# Vaping in lodge



## JMartinez (Jun 25, 2016)

How do you guys feel about vaping in lodge? Or vaping in general? I've seen it done in lodge by old and young members


----------



## Brother JC (Jun 25, 2016)

It's still smoking as far as I'm concerned and has no place inside a building, and certainly not in lodge. If you can't wait until the meeting is over, you need help.
Keep your stench to yourself, please.


----------



## Bill Lins (Jun 25, 2016)

Just like smoking, vaping in Lodges is prohibited under GLoTX law.


----------



## Companion Joe (Jun 25, 2016)

We finally voted to move smoking out of our building two months ago. There wasn't smoking in the lodge room itself, but we had it in the lobby. It was a battle.


----------



## Ripcord22A (Jun 25, 2016)

Vaping is the most ridiculous thing on the planet!

Sent from my LG-H811 using My Freemasonry Pro mobile app


----------



## vangoedenaam (Jun 26, 2016)

It takes a man to stop habits like smoking.

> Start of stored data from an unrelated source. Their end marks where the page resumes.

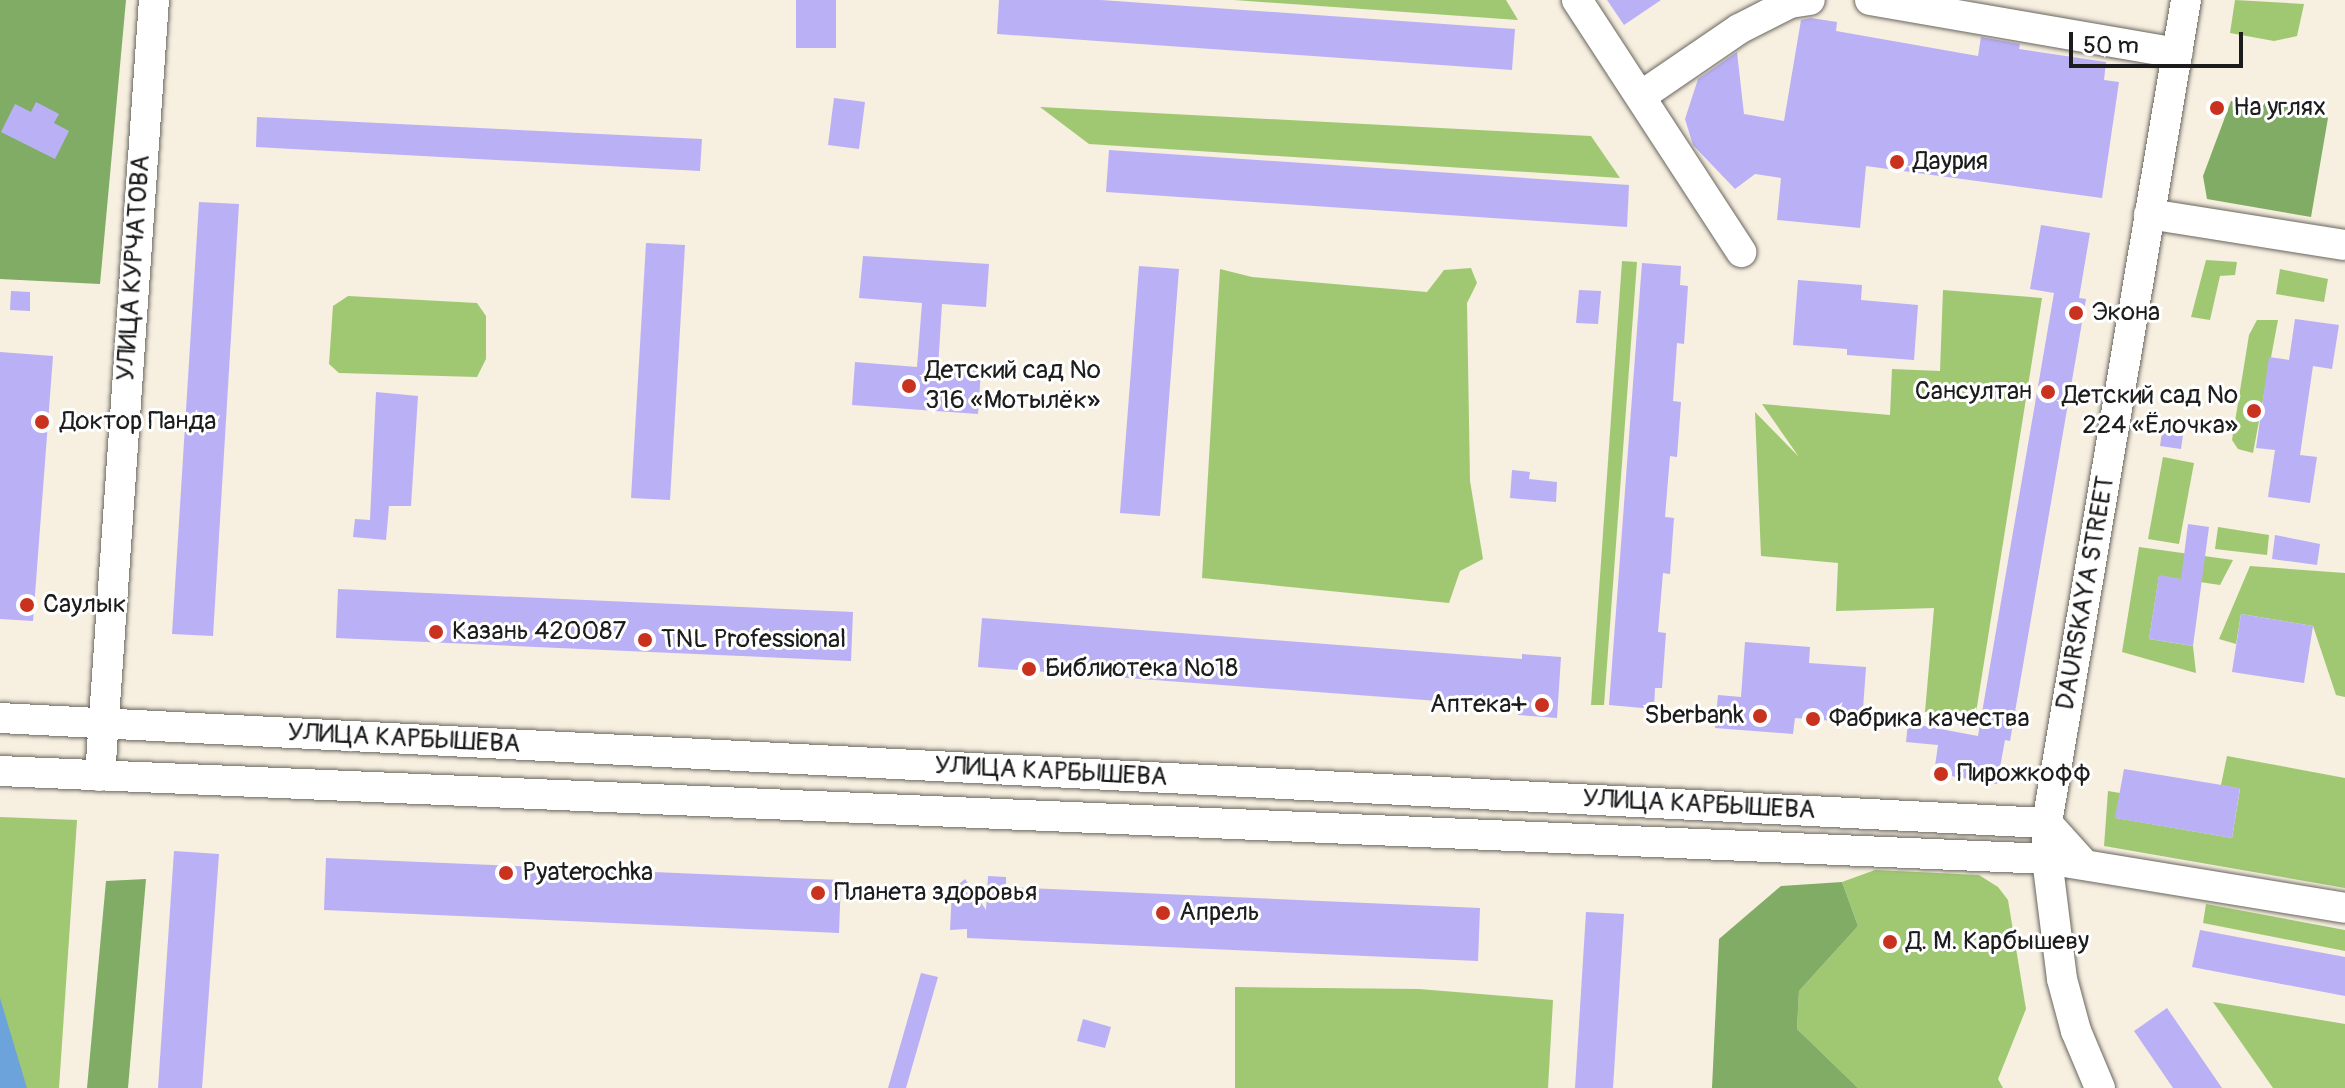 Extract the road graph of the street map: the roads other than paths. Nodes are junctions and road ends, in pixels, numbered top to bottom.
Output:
1 (154, 0) edge
2 (1577, 0) edge
3 (1810, 0) edge
4 (1870, 0) edge
5 (2186, 0) edge
6 (2177, 53) junction
7 (1641, 96) junction
8 (2149, 214) junction
9 (2345, 245) edge
10 (1741, 252) dead end
11 (0, 718) edge
12 (102, 724) junction
13 (0, 771) edge
14 (100, 776) junction
15 (2047, 823) junction
16 (2047, 859) junction
17 (2084, 864) junction
18 (2345, 908) edge
19 (2100, 1088) edge

1 - 12 street, УЛИЦА КУРЧАТОВА
2 - 7 street
3 - 7 street
4 - 6 street
5 - 6 street, DAURSKAYA STREET
6 - 8 street, DAURSKAYA STREET
7 - 10 street
8 - 9 street
8 - 15 street, DAURSKAYA STREET
11 - 12 street, УЛИЦА КАРБЫШЕВА
12 - 14 street, УЛИЦА КУРЧАТОВА
12 - 15 street, УЛИЦА КАРБЫШЕВА
13 - 14 street, УЛИЦА КАРБЫШЕВА
14 - 16 street, УЛИЦА КАРБЫШЕВА
15 - 16 street, DAURSKAYA STREET
15 - 17 street
16 - 17 street, УЛИЦА КАРБЫШЕВА
16 - 19 street, DAURSKAYA STREET
17 - 18 street, УЛИЦА КАРБЫШЕВА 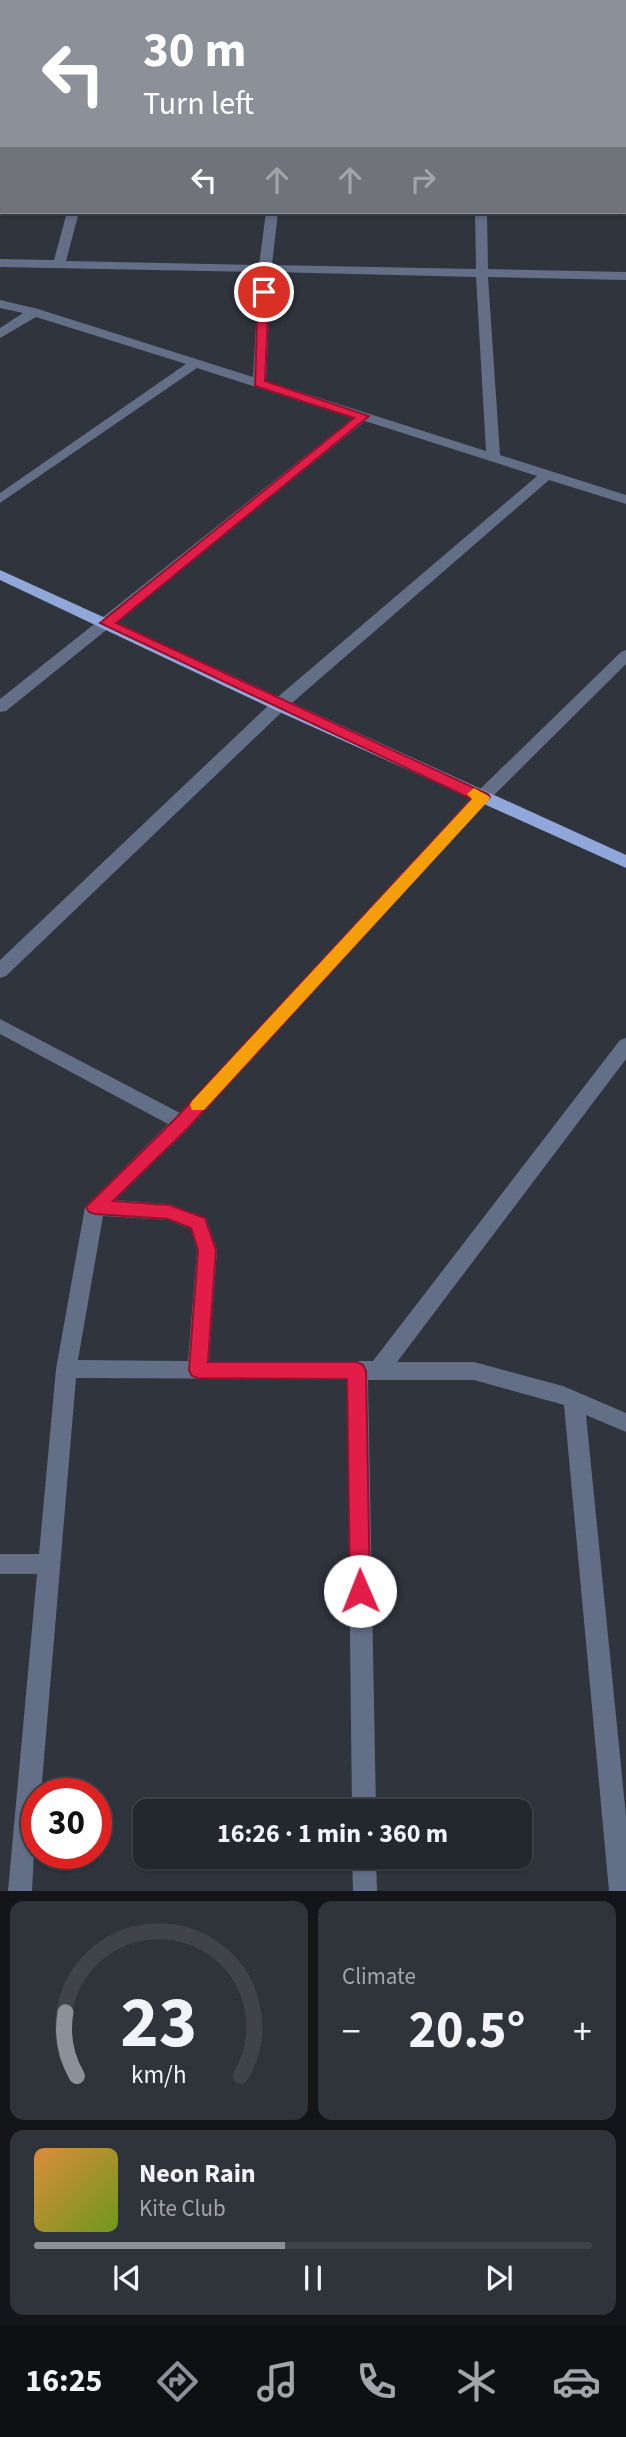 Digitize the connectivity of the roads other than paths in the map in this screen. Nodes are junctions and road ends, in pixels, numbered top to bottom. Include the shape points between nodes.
1 (72, 214) edge
2 (272, 214) edge
3 (481, 214) edge
4 (0, 263) edge
5 (58, 264) junction
6 (265, 269) junction
7 (482, 273) junction
8 (626, 276) edge
9 (0, 304) edge
10 (34, 312) junction
11 (0, 334) edge
12 (197, 363) junction
13 (259, 383) junction
14 (363, 416) junction
15 (493, 458) junction
16 (547, 475) junction
17 (0, 499) edge
18 (626, 500) edge
19 (0, 574) edge
20 (107, 623) junction
21 (626, 655) edge
22 (279, 705) junction
23 (0, 707) edge
24 (482, 797) junction
25 (626, 862) edge
26 (0, 971) edge
27 (0, 1026) edge
28 (626, 1045) edge
29 (182, 1123) junction
30 (95, 1207) junction
31 (66, 1369) junction
32 (198, 1370) junction
33 (367, 1371) junction
34 (575, 1401) junction
35 (626, 1423) edge
36 (0, 1564) edge
37 (48, 1564) junction
38 (363, 1799) edge
39 (364, 1869) edge
40 (19, 1891) edge
41 (365, 1891) edge
42 (621, 1891) edge

1 - 5 street
2 - 6 street
3 - 7 street
4 - 5 street
5 - 6 street
6 - 7 street
6 - 13 street
7 - 8 street
7 - 15 street
9 - 10 street
10 - 11 street
10 - 12 street
12 - 13 street
12 - 17 street
13 - 14 street
14 - 15 street
14 - 20 street
15 - 16 street
16 - 18 street
16 - 22 street
19 - 20 main road
20 - 22 main road
20 - 23 street
21 - 24 street
22 - 24 main road
22 - 26 street
24 - 25 main road
24 - 29 street
27 - 29 street
28 - 33 street
29 - 30 street
30 - 31 street
30 - 32 street via 169,1212 199,1224 207,1250
31 - 32 street
31 - 37 street
32 - 33 street
33 - 34 street via 474,1371
33 - 38 street
34 - 35 street
34 - 42 street
36 - 37 street
37 - 40 street
39 - 41 street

Hopping over to vaping isnt the way to go and certainly not a way to escape from smoking related limitations. 

It takes a man to not bother others with his bad habits. Keeping his passions in due bounds and out of due noses and lungs.

It takes a man to be a mason....


----------



## chrmc (Jun 26, 2016)

No, no and no. Especially in lodge!


----------



## Brother JC (Jun 26, 2016)

It takes determination to quit smoking, and an incredible amount of willpower. Gender has nothing to do with it.


----------



## Ripcord22A (Jun 26, 2016)

I smoke.  But i step outside away from the building.  Vaping is silly.  Makes huge clouds, the devices look dumb.  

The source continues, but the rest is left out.